Meta, formerly Facebook, rebranded in October 2021 in a high-profile bet on virtual worlds, VR and augmented reality.
That pivot came as metaverse projects gained traction across tech and crypto, but user adoption has struggled to meet early expectations.
Since Reality Labs launched in August 2020, the unit has accumulated more than $70 billion in losses.
In Meta’s most recent earnings report for the third quarter of 2025, Reality Labs posted operating losses of $4.4 billion.
The broader metaverse market has also shown uneven engagement. Gaming-focused platforms such as Roblox and Fortnite remain dominant, each drawing hundreds of millions of users.
Outside those ecosystems, activity levels are far lower.
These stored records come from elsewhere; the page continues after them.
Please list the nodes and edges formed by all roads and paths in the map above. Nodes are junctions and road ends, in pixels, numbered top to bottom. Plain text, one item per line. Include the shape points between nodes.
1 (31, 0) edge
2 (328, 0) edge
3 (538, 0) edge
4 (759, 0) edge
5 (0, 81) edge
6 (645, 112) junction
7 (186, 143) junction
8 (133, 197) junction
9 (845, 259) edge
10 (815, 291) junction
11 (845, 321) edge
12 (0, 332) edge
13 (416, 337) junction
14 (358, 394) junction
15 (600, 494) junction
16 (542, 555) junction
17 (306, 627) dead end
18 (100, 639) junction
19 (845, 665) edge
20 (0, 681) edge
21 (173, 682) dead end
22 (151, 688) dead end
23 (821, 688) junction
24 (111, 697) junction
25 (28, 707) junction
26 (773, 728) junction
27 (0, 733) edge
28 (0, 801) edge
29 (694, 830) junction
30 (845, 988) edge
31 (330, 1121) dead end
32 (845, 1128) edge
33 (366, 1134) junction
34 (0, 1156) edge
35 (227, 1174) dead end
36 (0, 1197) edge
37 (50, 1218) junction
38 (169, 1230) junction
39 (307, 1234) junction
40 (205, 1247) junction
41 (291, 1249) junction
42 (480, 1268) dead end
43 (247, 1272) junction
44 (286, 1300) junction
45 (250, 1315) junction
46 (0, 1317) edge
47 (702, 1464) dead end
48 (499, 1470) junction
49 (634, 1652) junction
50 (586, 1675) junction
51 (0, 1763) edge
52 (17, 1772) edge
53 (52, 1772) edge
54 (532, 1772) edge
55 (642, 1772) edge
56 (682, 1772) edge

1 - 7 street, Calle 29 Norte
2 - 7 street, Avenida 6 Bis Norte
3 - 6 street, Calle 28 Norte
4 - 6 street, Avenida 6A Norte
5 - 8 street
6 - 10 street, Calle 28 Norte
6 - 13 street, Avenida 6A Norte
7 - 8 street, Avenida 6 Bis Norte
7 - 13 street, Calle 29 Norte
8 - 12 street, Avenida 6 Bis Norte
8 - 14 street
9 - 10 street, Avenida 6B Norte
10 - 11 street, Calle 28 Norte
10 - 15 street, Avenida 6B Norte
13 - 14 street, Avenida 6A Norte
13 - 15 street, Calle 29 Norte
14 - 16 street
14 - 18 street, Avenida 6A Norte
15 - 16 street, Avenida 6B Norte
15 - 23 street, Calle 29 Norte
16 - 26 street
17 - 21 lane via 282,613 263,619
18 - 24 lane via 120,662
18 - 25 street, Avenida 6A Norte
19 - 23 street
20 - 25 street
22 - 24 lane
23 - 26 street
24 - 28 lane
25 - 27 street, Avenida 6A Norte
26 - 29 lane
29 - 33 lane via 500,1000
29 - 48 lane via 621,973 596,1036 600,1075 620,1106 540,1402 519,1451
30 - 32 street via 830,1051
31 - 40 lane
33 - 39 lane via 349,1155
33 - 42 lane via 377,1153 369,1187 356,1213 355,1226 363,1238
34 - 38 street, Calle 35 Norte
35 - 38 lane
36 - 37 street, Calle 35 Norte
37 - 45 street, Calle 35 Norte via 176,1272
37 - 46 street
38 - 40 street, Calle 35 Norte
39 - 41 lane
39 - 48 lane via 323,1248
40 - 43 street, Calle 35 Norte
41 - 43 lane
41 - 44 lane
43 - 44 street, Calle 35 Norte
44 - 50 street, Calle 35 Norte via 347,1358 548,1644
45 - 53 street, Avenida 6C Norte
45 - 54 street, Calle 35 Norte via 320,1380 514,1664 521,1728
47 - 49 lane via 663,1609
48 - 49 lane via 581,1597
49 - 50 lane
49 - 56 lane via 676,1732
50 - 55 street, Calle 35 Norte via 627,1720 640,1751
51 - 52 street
Blockchain-based virtual worlds have seen particularly limited traction, with The Sandbox recording just 776 unique active wallets over the past 30 days, according to data from DappRadar.
Some reports have also suggested that Meta’s Horizon Worlds attracts fewer than 900 daily active users.
Meta Shareholders Reject Call to Add Bitcoin to Company Treasury
In June last year, Meta investors overwhelmingly shot down a proposal urging the company to explore adding Bitcoin to its balance sheet, according to a May 28 filing.
The measure received just 3.92 million votes in favor, roughly 0.08% of all shares, while nearly 5 billion voted against it.
With CEO Mark Zuckerberg controlling 61% of voting power, the outcome was effectively predetermined.
The proposal came from Bitcoin advocate Ethan Peck, who argued Meta should allocate part of its $72 billion cash pile into BTC as a hedge against inflation and diminishing real returns on cash and bonds.
Peck cited BlackRock’s guidance supporting a small Bitcoin allocation and submitted the proposal on behalf of his family’s Meta holdings.
He serves as Bitcoin director at Strive and has pushed similar campaigns at other tech giants.